Predictions of a decrease in new deals heading into an early market close Friday proved true Wednesday.

"There wasn't any reason for it," a source said of the lack of deals for the day. "I think the calendar is kind of empty, and people are still pessimistic about the whole stimulus plan."

One bright spot did come this week, with the announcement that the Temporary Liquidity Guarantee Program through the Federal Deposit Insurance Corp. will be extended through October. It was originally slated to end June 30.

This was good news to the financial high-grade names, but a source said late Wednesday that it didn't really have much impact on the market.

It's "hard to tell" if there's much impact from any news, with a lack of new issues to gauge them, a source said.

Marathon moves up

When the new Marathon Oil bonds were freed for secondary dealings, a trader saw the company's 7.50% notes due 2019 trading at a spread over comparable Treasury issues of 460 bps bid, 450 bps offered, versus the $700 million of bonds' spread at pricing of 487.5 bps.

Another trader saw those bonds at 458 bps bid, 454 bps offered, and saw the other half of that deal - the $800 million of 6.50% notes due 2014 - which had also priced at 487.5 bps over - having come in to 450 bps bid, 445 bps offered.

But Marathon's established 6% notes due 2017 were seen as much as 75 bps wider on the day on supply concerns, at 480 bps over.

Paccar makes progress

Paccar Inc.'s 6.875% notes due 2014 were trading at 455 bps over, the trader said -- in from the 475 bps seen late Tuesday, and in still further from the 500 bps over spread at which the Bellevue, Wash.-based truck manufacturer priced the $500 million of bonds earlier Tuesday.

Paccar's $250 million of 6.375% notes due 2012, which also priced at 500 bps over, had improved Wednesday to 465 bps over.

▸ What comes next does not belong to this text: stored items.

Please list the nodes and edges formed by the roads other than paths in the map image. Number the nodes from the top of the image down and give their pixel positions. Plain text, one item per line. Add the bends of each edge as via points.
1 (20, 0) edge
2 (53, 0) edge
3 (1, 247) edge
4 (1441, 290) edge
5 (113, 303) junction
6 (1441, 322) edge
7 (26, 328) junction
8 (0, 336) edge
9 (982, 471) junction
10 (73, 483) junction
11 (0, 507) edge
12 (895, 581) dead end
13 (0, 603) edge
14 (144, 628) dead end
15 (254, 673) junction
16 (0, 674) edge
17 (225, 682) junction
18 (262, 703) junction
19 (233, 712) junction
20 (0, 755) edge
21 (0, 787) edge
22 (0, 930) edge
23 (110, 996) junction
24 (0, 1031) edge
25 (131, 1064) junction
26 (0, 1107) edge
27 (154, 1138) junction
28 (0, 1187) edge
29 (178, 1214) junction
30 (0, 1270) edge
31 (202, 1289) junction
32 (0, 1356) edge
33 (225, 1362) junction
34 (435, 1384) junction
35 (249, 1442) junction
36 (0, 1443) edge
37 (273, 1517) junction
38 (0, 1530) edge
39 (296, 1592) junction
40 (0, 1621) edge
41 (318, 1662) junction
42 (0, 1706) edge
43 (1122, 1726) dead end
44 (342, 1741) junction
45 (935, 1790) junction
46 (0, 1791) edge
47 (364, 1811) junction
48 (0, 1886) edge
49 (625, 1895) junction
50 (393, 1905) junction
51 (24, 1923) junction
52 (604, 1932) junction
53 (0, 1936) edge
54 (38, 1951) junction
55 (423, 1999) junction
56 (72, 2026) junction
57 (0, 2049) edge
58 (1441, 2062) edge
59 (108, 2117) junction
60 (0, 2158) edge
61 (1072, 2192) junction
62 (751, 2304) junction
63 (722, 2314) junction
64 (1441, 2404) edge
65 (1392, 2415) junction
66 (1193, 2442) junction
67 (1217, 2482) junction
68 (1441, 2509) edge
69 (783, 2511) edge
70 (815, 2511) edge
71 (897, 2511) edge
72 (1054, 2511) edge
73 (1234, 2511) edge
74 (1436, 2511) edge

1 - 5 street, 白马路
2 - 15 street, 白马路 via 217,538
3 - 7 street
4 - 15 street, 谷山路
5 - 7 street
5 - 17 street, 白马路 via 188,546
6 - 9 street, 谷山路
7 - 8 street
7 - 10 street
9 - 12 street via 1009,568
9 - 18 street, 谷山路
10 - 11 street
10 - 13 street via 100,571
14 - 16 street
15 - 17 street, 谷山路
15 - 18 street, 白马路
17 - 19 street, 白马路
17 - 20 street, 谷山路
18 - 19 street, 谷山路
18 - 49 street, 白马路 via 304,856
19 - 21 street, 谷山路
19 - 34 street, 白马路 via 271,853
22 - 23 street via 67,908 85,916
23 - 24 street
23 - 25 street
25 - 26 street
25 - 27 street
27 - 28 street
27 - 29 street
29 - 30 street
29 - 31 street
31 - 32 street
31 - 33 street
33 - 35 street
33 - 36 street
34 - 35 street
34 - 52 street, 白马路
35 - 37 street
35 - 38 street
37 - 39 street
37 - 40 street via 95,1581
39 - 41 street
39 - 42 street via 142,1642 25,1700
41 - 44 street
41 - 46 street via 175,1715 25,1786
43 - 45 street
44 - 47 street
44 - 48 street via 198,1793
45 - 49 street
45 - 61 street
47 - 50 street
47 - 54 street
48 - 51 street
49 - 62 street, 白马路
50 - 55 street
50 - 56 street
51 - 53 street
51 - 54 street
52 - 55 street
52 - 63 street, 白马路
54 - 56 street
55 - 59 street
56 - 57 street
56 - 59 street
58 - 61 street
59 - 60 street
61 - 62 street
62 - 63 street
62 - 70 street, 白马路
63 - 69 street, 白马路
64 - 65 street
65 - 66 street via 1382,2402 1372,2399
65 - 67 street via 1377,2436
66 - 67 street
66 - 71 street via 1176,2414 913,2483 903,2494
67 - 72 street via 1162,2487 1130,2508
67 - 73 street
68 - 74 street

NewsAmerica notes seen mixed

NewsAmerica Inc.'s $700 million of 6.90% notes due 2019 , which priced on Tuesday at 410 bps over, tightened a little to 405 bps bid, 404 bps offered, while its $300 million of 7.85% bonds due 2039, on the other hand, widened to 442 bps bid, 432 bps offered from 437.5 bps at Tuesday's pricing.

Oglethorpe advances

Oglethorpe Power Corp.'s $350 million of new 6.10% first mortgage bonds due 2019, which priced Tuersday at 325 bps over, firmed Wednesday to 318 bps bid, 310 bps offered.

Financials seen firmer

Among the financials, spreads were seen having tightened modestly as the sector bounced back from Tuesday's slide.

A market source saw B of A's 2.10% notes due 2012 - the busiest high-grade issue, with over $75 million traded as of mid-afternoon - having tightened about 4 or 5 bps to the 78 level.

Other bank names seen on the upside, a source said, included Citigroup, Morgan Stanley and Goldman Sachs.